If you have a list of words for every topic you can indeed try to directly measure the similarity of this list against a sentence, but it's likely that a sentence doesn't always contain one of the topic words so it might not work very well.

A more advanced method would be to obtain a semantic representation for every topic (or topic word) from an external corpus. Any large corpus can be used for that, it doesn't have to be related to your input data. The traditional way to do that is to extract a context vector for every target word by counting the co-occurrences of the target in the corpus: for every occurrence of the target word, take for instance a window of 5 words to its left and 5 words to its right. Then count how many times every context word appears in the window of the target across the whole corpus. This way the final context vector contains the distribution of the context words, i.e. a representation of the meaning of the target word. Comparing this context vector against a sentence is likely to produce a more accurate semantic similarity score.

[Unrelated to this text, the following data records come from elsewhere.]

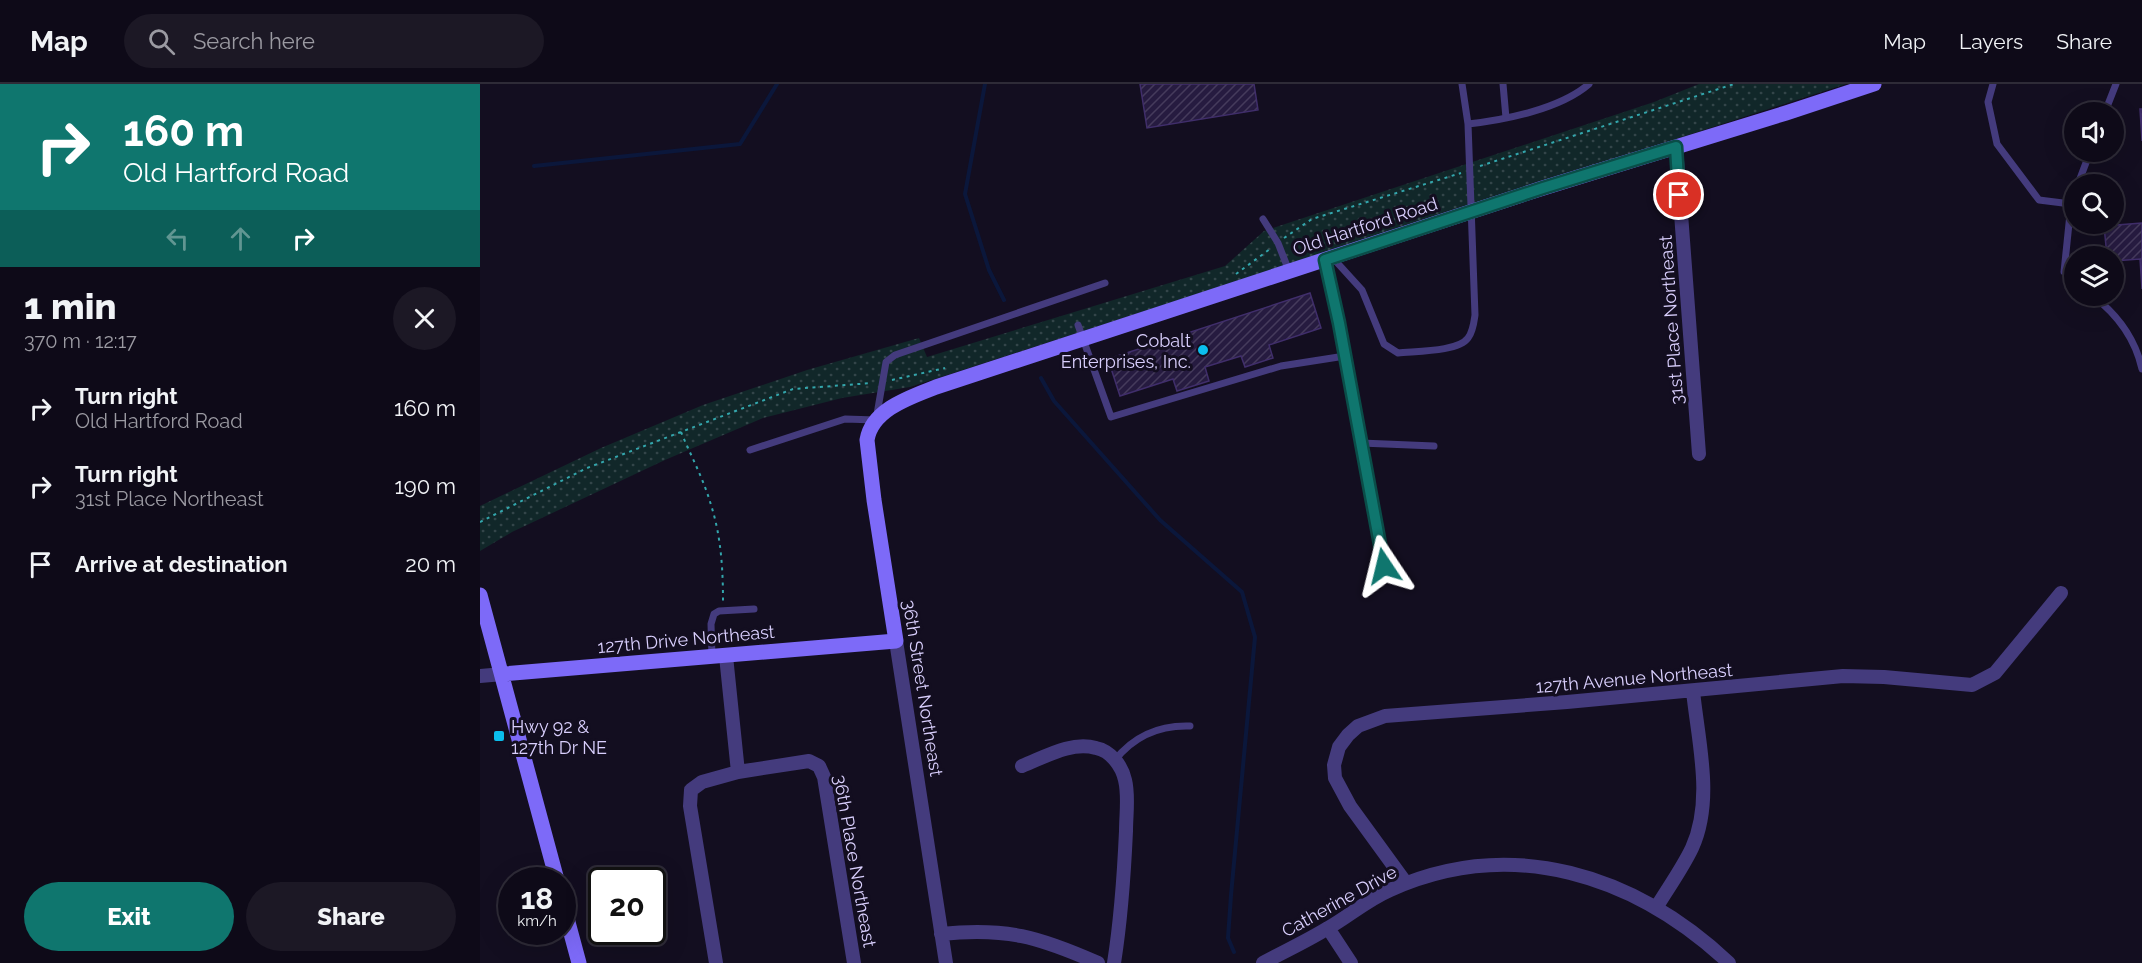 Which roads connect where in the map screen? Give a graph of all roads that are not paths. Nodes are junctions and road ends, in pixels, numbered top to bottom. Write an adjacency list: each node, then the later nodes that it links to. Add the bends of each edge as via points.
1 (1462, 84): 9 (lane)
2 (1503, 84): 8 (lane)
3 (1589, 84): 8 (lane, via 1568,97)
4 (1874, 84): 10 (street, Old Hartford Road)
5 (1993, 84): 11 (lane, via 1988,102 1997,144 2039,200)
6 (2116, 84): 7 (lane)
7 (2109, 102)
8 (1506, 118): 9 (lane)
9 (1468, 124): 12 (lane)
10 (1676, 147): 12 (street, Old Hartford Road); 25 (street, 31st Place Northeast)
11 (2064, 203)
12 (1472, 211): 14 (street, Old Hartford Road); 14 (lane, via 1475,315 1468,339 1454,347 1398,353 1384,344 1362,290)
13 (1263, 219): 15 (lane)
14 (1329, 258): 15 (street, Old Hartford Road); 19 (lane)
15 (1289, 271): 18 (street, Old Hartford Road)
16 (1105, 283): 21 (lane, via 895,355 886,362)
17 (2106, 306): 20 (lane, via 2137,348)
18 (1081, 332): 19 (lane, via 1111,417 1281,366); 21 (street, Old Hartford Road, via 905,400)
19 (1345, 356): 22 (lane)
20 (2142, 369)
21 (876, 420): 24 (lane, via 845,419); 30 (street, 36th Street Northeast, via 869,430 868,460)
22 (1361, 443): 23 (lane); 26 (lane)
23 (1434, 446)
24 (750, 450)
25 (1699, 454)
26 (1384, 566)
27 (2061, 592): 34 (street, 127th Avenue Northeast, via 1995,673 1972,685 1862,676)
28 (480, 595): 32 (street)
29 (754, 609): 31 (lane, via 723,610 711,618)
30 (896, 641): 31 (street, 127th Drive Northeast); 43 (street, 36th Street Northeast)
31 (719, 656): 32 (street, 127th Drive Northeast); 38 (street)
32 (503, 675): 33 (street, 127th Drive Northeast); 39 (street)
33 (480, 676)
34 (1693, 691): 40 (street, 127th Avenue Northeast, via 1385,716 1358,726 1339,747 1335,778 1350,806); 41 (street, via 1704,790 1702,814 1692,848)
35 (1190, 726): 36 (lane, via 1161,728 1144,735)
36 (1115, 760): 37 (street, via 1098,748 1083,746); 50 (street, via 1126,780 1127,800 1124,885)
37 (1022, 766)
38 (738, 772): 46 (street, via 702,782 691,790 690,806); 47 (street, 36th Place Northeast, via 809,761 819,766)
39 (554, 867)
40 (1406, 883): 41 (street, Catherine Drive, via 1469,867 1536,866 1604,882); 42 (street, Catherine Drive, via 1371,899)
41 (1656, 908): 53 (street, Catherine Drive)
42 (1328, 928): 51 (street, Catherine Drive); 52 (street)
43 (941, 934): 48 (street, 36th Street Northeast); 49 (street, via 1010,933 1060,946)
44 (574, 945): 45 (street)
45 (579, 963)
46 (716, 963)
47 (855, 963)
48 (946, 963)
49 (1098, 963)
50 (1114, 963)
51 (1263, 963)
52 (1351, 963)
53 (1730, 963)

There are many variants about the exact definition of the context vector: usually stop words are removed but one could also use TF-IDF and/or other kinds of normalization. The more modern version of this method is probably to use word embeddings, but I'm not knowledgeable enough about this.

  • $\begingroup$ That sounds like a very interesting idea. I am going to try it and let you know. I have updated my question with my main goal and my attempt so far. $\endgroup$ Commented Dec 12, 2020 at 9:08

If you have a large corpus of text mapped with their respective topics, you can train a Siamese neural network where you have two inputs (one sentence and one topic) and output a similarity score based on whether they are related or not. This would require a good dataset with a good variety of similar and not similar pairs of (sentence, topic) to be effective.

Furthermore, if you incorporate semantic information in your inputs (such as word embeddings or more advanced representations such as encoder outputs) the network will generalize better and be able to work with text outside of your training corpus, since the semantic information will be similar for new unseen but related data.